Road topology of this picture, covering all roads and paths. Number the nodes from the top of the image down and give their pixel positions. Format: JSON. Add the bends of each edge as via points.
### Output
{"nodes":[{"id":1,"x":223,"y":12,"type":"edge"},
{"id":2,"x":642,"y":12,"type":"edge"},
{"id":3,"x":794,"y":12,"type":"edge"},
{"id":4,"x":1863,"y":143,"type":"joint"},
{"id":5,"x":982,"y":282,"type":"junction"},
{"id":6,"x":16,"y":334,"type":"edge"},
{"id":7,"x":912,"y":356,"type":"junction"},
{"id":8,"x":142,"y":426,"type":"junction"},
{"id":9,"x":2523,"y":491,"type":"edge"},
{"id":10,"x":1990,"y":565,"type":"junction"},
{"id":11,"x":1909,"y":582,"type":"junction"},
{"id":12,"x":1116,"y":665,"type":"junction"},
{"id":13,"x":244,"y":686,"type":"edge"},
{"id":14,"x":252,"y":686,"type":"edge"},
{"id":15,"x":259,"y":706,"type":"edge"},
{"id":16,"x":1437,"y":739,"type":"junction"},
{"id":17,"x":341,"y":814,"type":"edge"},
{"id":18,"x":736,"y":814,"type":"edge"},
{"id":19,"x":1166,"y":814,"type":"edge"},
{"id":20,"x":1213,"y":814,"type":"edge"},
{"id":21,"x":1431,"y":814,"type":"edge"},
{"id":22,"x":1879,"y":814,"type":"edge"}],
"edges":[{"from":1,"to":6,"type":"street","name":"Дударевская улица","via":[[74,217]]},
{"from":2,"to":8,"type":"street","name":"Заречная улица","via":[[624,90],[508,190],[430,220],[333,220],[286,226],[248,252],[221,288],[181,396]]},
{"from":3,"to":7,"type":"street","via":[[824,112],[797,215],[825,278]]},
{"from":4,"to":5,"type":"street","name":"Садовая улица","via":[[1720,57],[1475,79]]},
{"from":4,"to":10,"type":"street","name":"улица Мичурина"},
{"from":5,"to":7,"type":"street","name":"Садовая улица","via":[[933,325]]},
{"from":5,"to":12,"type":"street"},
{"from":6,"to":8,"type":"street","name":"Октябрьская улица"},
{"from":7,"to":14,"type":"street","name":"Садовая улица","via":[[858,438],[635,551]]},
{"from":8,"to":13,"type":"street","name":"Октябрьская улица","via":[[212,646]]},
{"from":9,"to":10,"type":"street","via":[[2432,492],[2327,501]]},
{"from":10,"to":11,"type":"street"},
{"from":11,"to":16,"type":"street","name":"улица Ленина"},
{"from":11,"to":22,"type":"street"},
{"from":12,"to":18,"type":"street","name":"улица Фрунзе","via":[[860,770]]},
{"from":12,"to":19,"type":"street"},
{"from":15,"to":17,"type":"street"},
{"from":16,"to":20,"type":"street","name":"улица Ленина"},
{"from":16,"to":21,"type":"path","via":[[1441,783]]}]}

Aim of the exercise: Exact duplication of all the data above is expected.

Answer to the exercise:
Road topology of this picture, covering all roads and paths. Number the nodes from the top of the image down and give their pixel positions. Format: JSON. Add the bends of each edge as via points.
### Output
{"nodes":[{"id":1,"x":223,"y":12,"type":"edge"},
{"id":2,"x":642,"y":12,"type":"edge"},
{"id":3,"x":794,"y":12,"type":"edge"},
{"id":4,"x":1863,"y":143,"type":"joint"},
{"id":5,"x":982,"y":282,"type":"junction"},
{"id":6,"x":16,"y":334,"type":"edge"},
{"id":7,"x":912,"y":356,"type":"junction"},
{"id":8,"x":142,"y":426,"type":"junction"},
{"id":9,"x":2523,"y":491,"type":"edge"},
{"id":10,"x":1990,"y":565,"type":"junction"},
{"id":11,"x":1909,"y":582,"type":"junction"},
{"id":12,"x":1116,"y":665,"type":"junction"},
{"id":13,"x":244,"y":686,"type":"edge"},
{"id":14,"x":252,"y":686,"type":"edge"},
{"id":15,"x":259,"y":706,"type":"edge"},
{"id":16,"x":1437,"y":739,"type":"junction"},
{"id":17,"x":341,"y":814,"type":"edge"},
{"id":18,"x":736,"y":814,"type":"edge"},
{"id":19,"x":1166,"y":814,"type":"edge"},
{"id":20,"x":1213,"y":814,"type":"edge"},
{"id":21,"x":1431,"y":814,"type":"edge"},
{"id":22,"x":1879,"y":814,"type":"edge"}],
"edges":[{"from":1,"to":6,"type":"street","name":"Дударевская улица","via":[[74,217]]},
{"from":2,"to":8,"type":"street","name":"Заречная улица","via":[[624,90],[508,190],[430,220],[333,220],[286,226],[248,252],[221,288],[181,396]]},
{"from":3,"to":7,"type":"street","via":[[824,112],[797,215],[825,278]]},
{"from":4,"to":5,"type":"street","name":"Садовая улица","via":[[1720,57],[1475,79]]},
{"from":4,"to":10,"type":"street","name":"улица Мичурина"},
{"from":5,"to":7,"type":"street","name":"Садовая улица","via":[[933,325]]},
{"from":5,"to":12,"type":"street"},
{"from":6,"to":8,"type":"street","name":"Октябрьская улица"},
{"from":7,"to":14,"type":"street","name":"Садовая улица","via":[[858,438],[635,551]]},
{"from":8,"to":13,"type":"street","name":"Октябрьская улица","via":[[212,646]]},
{"from":9,"to":10,"type":"street","via":[[2432,492],[2327,501]]},
{"from":10,"to":11,"type":"street"},
{"from":11,"to":16,"type":"street","name":"улица Ленина"},
{"from":11,"to":22,"type":"street"},
{"from":12,"to":18,"type":"street","name":"улица Фрунзе","via":[[860,770]]},
{"from":12,"to":19,"type":"street"},
{"from":15,"to":17,"type":"street"},
{"from":16,"to":20,"type":"street","name":"улица Ленина"},
{"from":16,"to":21,"type":"path","via":[[1441,783]]}]}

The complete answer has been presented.